- _Assignment_
Each record must be retyped in full. No character may differ.

Data items:
....................
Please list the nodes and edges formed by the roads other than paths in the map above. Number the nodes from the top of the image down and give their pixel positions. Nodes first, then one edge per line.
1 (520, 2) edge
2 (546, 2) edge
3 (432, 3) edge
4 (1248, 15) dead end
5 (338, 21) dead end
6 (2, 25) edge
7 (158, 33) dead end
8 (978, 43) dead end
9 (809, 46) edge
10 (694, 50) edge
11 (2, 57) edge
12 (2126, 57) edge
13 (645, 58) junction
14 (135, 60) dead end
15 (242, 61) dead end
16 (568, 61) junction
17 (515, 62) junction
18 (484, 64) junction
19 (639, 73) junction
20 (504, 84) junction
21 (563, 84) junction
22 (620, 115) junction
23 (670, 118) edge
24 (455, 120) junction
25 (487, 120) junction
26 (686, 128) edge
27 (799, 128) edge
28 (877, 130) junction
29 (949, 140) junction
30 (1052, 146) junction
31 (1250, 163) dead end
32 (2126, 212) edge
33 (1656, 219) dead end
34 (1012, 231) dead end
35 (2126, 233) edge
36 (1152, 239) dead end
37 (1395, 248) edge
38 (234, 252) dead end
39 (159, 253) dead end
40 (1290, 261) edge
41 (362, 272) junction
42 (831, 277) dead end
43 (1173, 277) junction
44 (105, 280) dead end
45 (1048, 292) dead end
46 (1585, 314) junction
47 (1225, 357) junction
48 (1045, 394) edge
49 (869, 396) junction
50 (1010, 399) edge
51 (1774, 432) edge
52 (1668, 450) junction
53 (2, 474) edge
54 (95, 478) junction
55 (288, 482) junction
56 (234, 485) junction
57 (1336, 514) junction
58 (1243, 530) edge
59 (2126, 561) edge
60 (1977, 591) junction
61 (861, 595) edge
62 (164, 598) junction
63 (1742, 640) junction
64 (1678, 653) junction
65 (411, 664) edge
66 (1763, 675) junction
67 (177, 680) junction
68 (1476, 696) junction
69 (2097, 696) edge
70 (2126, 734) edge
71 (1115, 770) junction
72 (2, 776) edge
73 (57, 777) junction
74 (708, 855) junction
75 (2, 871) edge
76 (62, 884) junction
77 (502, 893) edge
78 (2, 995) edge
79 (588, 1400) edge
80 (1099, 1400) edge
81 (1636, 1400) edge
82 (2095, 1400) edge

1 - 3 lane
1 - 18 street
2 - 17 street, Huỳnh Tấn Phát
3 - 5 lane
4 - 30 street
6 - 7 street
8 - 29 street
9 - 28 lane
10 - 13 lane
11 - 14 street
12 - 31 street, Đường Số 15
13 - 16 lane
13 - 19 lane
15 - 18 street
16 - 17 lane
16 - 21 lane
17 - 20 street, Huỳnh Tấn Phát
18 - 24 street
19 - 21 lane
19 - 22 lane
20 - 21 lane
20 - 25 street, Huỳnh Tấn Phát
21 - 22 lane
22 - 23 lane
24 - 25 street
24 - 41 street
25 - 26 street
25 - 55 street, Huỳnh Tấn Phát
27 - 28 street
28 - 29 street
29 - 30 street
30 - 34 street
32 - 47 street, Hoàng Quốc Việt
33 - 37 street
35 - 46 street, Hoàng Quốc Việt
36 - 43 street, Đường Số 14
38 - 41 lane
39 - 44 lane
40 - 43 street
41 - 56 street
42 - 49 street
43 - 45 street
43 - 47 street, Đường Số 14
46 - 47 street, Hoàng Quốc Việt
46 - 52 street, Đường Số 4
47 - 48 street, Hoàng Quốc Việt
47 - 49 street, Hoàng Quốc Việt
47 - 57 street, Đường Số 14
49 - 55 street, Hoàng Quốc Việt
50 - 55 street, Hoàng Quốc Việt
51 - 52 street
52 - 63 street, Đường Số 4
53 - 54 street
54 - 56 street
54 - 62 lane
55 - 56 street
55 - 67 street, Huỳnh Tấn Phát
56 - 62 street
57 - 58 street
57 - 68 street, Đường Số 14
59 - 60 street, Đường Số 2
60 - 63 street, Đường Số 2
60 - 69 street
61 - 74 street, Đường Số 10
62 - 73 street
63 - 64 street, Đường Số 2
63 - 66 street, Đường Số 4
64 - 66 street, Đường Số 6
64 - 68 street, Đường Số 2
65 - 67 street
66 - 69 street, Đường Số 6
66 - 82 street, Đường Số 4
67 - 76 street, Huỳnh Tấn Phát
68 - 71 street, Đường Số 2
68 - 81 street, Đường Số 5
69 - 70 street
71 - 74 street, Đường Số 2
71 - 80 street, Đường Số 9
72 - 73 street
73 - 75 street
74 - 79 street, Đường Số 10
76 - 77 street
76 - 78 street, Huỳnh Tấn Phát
....................
- _Finished exercise_
Please list the nodes and edges formed by the roads other than paths in the map above. Number the nodes from the top of the image down and give their pixel positions. Nodes first, then one edge per line.
1 (520, 2) edge
2 (546, 2) edge
3 (432, 3) edge
4 (1248, 15) dead end
5 (338, 21) dead end
6 (2, 25) edge
7 (158, 33) dead end
8 (978, 43) dead end
9 (809, 46) edge
10 (694, 50) edge
11 (2, 57) edge
12 (2126, 57) edge
13 (645, 58) junction
14 (135, 60) dead end
15 (242, 61) dead end
16 (568, 61) junction
17 (515, 62) junction
18 (484, 64) junction
19 (639, 73) junction
20 (504, 84) junction
21 (563, 84) junction
22 (620, 115) junction
23 (670, 118) edge
24 (455, 120) junction
25 (487, 120) junction
26 (686, 128) edge
27 (799, 128) edge
28 (877, 130) junction
29 (949, 140) junction
30 (1052, 146) junction
31 (1250, 163) dead end
32 (2126, 212) edge
33 (1656, 219) dead end
34 (1012, 231) dead end
35 (2126, 233) edge
36 (1152, 239) dead end
37 (1395, 248) edge
38 (234, 252) dead end
39 (159, 253) dead end
40 (1290, 261) edge
41 (362, 272) junction
42 (831, 277) dead end
43 (1173, 277) junction
44 (105, 280) dead end
45 (1048, 292) dead end
46 (1585, 314) junction
47 (1225, 357) junction
48 (1045, 394) edge
49 (869, 396) junction
50 (1010, 399) edge
51 (1774, 432) edge
52 (1668, 450) junction
53 (2, 474) edge
54 (95, 478) junction
55 (288, 482) junction
56 (234, 485) junction
57 (1336, 514) junction
58 (1243, 530) edge
59 (2126, 561) edge
60 (1977, 591) junction
61 (861, 595) edge
62 (164, 598) junction
63 (1742, 640) junction
64 (1678, 653) junction
65 (411, 664) edge
66 (1763, 675) junction
67 (177, 680) junction
68 (1476, 696) junction
69 (2097, 696) edge
70 (2126, 734) edge
71 (1115, 770) junction
72 (2, 776) edge
73 (57, 777) junction
74 (708, 855) junction
75 (2, 871) edge
76 (62, 884) junction
77 (502, 893) edge
78 (2, 995) edge
79 (588, 1400) edge
80 (1099, 1400) edge
81 (1636, 1400) edge
82 (2095, 1400) edge

1 - 3 lane
1 - 18 street
2 - 17 street, Huỳnh Tấn Phát
3 - 5 lane
4 - 30 street
6 - 7 street
8 - 29 street
9 - 28 lane
10 - 13 lane
11 - 14 street
12 - 31 street, Đường Số 15
13 - 16 lane
13 - 19 lane
15 - 18 street
16 - 17 lane
16 - 21 lane
17 - 20 street, Huỳnh Tấn Phát
18 - 24 street
19 - 21 lane
19 - 22 lane
20 - 21 lane
20 - 25 street, Huỳnh Tấn Phát
21 - 22 lane
22 - 23 lane
24 - 25 street
24 - 41 street
25 - 26 street
25 - 55 street, Huỳnh Tấn Phát
27 - 28 street
28 - 29 street
29 - 30 street
30 - 34 street
32 - 47 street, Hoàng Quốc Việt
33 - 37 street
35 - 46 street, Hoàng Quốc Việt
36 - 43 street, Đường Số 14
38 - 41 lane
39 - 44 lane
40 - 43 street
41 - 56 street
42 - 49 street
43 - 45 street
43 - 47 street, Đường Số 14
46 - 47 street, Hoàng Quốc Việt
46 - 52 street, Đường Số 4
47 - 48 street, Hoàng Quốc Việt
47 - 49 street, Hoàng Quốc Việt
47 - 57 street, Đường Số 14
49 - 55 street, Hoàng Quốc Việt
50 - 55 street, Hoàng Quốc Việt
51 - 52 street
52 - 63 street, Đường Số 4
53 - 54 street
54 - 56 street
54 - 62 lane
55 - 56 street
55 - 67 street, Huỳnh Tấn Phát
56 - 62 street
57 - 58 street
57 - 68 street, Đường Số 14
59 - 60 street, Đường Số 2
60 - 63 street, Đường Số 2
60 - 69 street
61 - 74 street, Đường Số 10
62 - 73 street
63 - 64 street, Đường Số 2
63 - 66 street, Đường Số 4
64 - 66 street, Đường Số 6
64 - 68 street, Đường Số 2
65 - 67 street
66 - 69 street, Đường Số 6
66 - 82 street, Đường Số 4
67 - 76 street, Huỳnh Tấn Phát
68 - 71 street, Đường Số 2
68 - 81 street, Đường Số 5
69 - 70 street
71 - 74 street, Đường Số 2
71 - 80 street, Đường Số 9
72 - 73 street
73 - 75 street
74 - 79 street, Đường Số 10
76 - 77 street
76 - 78 street, Huỳnh Tấn Phát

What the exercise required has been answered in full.